*Action item*
Copy each line of the material below that includes the string "type".

*Data for this exercise*
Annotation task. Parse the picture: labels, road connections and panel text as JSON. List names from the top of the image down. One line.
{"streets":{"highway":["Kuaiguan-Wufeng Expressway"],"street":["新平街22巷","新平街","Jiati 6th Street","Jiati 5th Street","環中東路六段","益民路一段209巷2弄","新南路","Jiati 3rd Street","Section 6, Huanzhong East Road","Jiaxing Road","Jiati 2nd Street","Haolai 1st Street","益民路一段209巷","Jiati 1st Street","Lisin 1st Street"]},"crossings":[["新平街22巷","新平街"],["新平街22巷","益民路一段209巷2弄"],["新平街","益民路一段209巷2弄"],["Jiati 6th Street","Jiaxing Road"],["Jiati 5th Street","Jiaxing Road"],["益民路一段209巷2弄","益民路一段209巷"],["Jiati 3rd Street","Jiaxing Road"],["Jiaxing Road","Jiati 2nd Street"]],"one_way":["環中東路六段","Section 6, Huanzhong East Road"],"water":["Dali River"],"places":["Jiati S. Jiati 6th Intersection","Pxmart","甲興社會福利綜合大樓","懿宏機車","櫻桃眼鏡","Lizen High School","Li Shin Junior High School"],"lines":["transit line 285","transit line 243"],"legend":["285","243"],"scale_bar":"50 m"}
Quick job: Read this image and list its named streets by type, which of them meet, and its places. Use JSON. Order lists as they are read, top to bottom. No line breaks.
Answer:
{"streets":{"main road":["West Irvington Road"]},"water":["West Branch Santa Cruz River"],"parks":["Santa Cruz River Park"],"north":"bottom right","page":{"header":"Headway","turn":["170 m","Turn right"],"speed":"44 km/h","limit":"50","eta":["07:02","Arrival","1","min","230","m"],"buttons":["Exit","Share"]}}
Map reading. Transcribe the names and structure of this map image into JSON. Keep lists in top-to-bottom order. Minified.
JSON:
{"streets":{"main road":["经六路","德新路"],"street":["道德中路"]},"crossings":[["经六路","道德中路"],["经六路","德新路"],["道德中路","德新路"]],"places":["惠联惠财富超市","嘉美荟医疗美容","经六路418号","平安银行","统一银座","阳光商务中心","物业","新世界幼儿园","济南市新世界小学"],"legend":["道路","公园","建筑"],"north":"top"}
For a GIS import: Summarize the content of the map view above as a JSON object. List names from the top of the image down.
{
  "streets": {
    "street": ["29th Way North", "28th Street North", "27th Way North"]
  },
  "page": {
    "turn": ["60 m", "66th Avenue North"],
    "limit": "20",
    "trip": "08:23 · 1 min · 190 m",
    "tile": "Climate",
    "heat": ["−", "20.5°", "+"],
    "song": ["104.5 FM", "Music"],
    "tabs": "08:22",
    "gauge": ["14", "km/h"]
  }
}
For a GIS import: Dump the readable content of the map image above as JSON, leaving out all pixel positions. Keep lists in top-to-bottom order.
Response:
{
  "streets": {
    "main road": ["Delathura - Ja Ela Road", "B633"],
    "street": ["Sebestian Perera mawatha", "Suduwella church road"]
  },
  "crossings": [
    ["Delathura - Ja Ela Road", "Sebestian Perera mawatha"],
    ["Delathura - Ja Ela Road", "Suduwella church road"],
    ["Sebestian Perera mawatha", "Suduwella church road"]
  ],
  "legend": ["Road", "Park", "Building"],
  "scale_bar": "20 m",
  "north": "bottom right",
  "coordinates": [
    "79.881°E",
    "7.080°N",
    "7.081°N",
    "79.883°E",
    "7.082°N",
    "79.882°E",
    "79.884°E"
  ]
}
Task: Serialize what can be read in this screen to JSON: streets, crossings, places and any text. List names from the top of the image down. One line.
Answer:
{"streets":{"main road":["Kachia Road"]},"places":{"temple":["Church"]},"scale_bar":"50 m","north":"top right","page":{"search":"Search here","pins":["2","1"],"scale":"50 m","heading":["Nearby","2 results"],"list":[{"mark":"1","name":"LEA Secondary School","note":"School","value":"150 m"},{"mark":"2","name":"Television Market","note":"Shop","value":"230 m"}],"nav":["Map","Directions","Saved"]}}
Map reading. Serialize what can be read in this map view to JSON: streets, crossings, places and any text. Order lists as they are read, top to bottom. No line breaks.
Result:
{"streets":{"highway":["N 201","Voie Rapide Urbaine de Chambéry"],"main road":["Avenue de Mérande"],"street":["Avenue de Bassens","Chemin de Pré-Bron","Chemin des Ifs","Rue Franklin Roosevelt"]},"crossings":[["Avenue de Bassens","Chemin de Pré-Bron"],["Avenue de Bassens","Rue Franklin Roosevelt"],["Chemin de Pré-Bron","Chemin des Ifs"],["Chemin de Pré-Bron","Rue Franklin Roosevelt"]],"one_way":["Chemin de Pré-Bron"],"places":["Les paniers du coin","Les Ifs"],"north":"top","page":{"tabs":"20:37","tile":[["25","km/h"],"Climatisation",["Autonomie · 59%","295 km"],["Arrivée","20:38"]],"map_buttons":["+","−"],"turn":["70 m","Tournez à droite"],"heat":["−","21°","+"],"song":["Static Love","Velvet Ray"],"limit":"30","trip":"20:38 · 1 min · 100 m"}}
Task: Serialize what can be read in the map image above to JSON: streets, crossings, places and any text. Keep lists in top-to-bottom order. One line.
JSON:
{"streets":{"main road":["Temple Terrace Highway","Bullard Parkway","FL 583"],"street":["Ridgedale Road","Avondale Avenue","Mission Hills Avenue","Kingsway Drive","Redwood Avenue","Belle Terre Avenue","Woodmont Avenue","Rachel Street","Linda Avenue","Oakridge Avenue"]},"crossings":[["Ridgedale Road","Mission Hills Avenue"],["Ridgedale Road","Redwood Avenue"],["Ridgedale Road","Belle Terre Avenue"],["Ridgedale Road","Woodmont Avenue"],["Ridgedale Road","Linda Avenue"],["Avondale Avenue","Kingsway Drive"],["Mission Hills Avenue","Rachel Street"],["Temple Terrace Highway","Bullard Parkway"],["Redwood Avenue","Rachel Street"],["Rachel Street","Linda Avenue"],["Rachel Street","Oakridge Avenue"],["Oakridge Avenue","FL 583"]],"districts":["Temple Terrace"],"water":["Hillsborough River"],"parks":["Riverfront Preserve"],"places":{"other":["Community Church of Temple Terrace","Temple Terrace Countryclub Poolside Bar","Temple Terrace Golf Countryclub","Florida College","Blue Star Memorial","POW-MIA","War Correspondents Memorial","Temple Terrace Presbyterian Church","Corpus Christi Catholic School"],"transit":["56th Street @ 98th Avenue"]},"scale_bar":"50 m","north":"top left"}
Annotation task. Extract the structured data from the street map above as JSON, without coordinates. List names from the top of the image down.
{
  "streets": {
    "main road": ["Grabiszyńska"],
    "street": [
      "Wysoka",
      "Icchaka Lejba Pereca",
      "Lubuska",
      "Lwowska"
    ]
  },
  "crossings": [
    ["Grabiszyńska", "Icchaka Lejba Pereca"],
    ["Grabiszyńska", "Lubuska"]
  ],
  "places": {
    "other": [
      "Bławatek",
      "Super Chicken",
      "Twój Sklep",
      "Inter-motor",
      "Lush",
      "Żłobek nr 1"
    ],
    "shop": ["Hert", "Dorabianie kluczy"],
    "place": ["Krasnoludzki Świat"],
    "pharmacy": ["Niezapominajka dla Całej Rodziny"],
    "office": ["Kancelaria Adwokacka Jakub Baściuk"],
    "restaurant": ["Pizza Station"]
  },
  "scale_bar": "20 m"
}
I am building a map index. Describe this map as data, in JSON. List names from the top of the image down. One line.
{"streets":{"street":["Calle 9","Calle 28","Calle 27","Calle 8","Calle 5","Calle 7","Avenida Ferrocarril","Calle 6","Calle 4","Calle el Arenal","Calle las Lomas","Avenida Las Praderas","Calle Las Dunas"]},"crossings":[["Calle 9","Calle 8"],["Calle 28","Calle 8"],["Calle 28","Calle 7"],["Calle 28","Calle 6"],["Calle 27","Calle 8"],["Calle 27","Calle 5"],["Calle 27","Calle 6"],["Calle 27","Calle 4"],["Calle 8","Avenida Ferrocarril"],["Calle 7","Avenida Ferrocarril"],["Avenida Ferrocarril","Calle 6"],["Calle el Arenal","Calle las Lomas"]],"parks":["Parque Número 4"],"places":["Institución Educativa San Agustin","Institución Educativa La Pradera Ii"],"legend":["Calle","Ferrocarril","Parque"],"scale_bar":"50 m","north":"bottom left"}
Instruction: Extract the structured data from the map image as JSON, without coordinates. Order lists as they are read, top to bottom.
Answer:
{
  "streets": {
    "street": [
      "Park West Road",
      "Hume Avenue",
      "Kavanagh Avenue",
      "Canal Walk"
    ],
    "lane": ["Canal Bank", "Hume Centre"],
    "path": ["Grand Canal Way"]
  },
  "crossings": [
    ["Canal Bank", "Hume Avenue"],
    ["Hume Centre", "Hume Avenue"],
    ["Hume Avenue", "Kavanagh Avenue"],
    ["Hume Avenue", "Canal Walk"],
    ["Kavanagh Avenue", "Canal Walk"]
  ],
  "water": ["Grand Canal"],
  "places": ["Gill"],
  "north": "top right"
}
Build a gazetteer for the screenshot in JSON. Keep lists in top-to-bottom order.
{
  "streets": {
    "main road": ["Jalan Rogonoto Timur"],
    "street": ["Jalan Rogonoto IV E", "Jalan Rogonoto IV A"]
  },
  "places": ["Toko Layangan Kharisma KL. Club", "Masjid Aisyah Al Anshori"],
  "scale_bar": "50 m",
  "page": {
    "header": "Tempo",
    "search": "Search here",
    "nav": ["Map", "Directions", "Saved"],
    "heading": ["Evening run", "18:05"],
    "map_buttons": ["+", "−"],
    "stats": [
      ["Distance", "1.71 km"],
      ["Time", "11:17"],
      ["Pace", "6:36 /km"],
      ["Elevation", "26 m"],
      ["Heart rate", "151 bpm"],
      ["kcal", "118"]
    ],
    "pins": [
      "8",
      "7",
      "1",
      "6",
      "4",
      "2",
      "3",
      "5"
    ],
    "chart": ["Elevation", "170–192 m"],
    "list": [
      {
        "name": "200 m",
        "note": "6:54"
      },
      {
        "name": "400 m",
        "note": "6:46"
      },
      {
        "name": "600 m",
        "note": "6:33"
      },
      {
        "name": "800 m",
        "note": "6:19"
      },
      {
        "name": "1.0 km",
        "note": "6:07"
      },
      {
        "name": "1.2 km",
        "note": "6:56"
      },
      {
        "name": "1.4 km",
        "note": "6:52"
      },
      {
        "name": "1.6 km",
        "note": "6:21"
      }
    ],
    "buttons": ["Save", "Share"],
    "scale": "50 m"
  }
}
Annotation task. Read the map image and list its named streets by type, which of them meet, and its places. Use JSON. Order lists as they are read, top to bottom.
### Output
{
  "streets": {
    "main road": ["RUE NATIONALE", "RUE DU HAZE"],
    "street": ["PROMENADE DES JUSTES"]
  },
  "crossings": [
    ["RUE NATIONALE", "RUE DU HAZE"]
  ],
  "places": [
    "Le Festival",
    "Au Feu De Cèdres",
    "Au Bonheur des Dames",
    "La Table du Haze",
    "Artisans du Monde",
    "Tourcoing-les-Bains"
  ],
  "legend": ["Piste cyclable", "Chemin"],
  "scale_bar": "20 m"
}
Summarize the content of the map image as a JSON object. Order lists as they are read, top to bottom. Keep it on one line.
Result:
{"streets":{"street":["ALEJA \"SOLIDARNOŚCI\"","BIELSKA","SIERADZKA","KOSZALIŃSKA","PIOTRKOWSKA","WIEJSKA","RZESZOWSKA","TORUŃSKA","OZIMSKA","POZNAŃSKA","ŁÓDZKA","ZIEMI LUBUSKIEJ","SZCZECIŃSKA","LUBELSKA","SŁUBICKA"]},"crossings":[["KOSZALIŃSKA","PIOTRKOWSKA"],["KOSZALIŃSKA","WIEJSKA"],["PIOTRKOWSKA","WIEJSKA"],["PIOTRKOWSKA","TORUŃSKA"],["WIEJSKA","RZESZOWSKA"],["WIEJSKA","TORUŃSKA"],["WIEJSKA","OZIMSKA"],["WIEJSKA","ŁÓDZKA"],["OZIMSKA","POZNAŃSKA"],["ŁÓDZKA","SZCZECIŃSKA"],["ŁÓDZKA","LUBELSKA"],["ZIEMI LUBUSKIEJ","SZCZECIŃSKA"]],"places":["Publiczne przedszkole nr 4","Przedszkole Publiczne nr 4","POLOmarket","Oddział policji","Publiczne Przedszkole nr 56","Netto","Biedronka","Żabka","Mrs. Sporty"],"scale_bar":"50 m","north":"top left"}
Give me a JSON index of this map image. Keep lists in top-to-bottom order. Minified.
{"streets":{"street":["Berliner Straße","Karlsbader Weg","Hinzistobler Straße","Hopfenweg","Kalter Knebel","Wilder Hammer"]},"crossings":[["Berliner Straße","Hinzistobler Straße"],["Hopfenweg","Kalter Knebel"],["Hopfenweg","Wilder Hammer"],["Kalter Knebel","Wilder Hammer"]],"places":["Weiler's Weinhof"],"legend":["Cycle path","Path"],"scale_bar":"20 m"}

*Response box*
Quick job: Read this image and list its named streets by type, which of them meet, and its places. Use JSON. Order lists as they are read, top to bottom. No line breaks.
Annotation task. Read the map image and list its named streets by type, which of them meet, and its places. Use JSON. Order lists as they are read, top to bottom.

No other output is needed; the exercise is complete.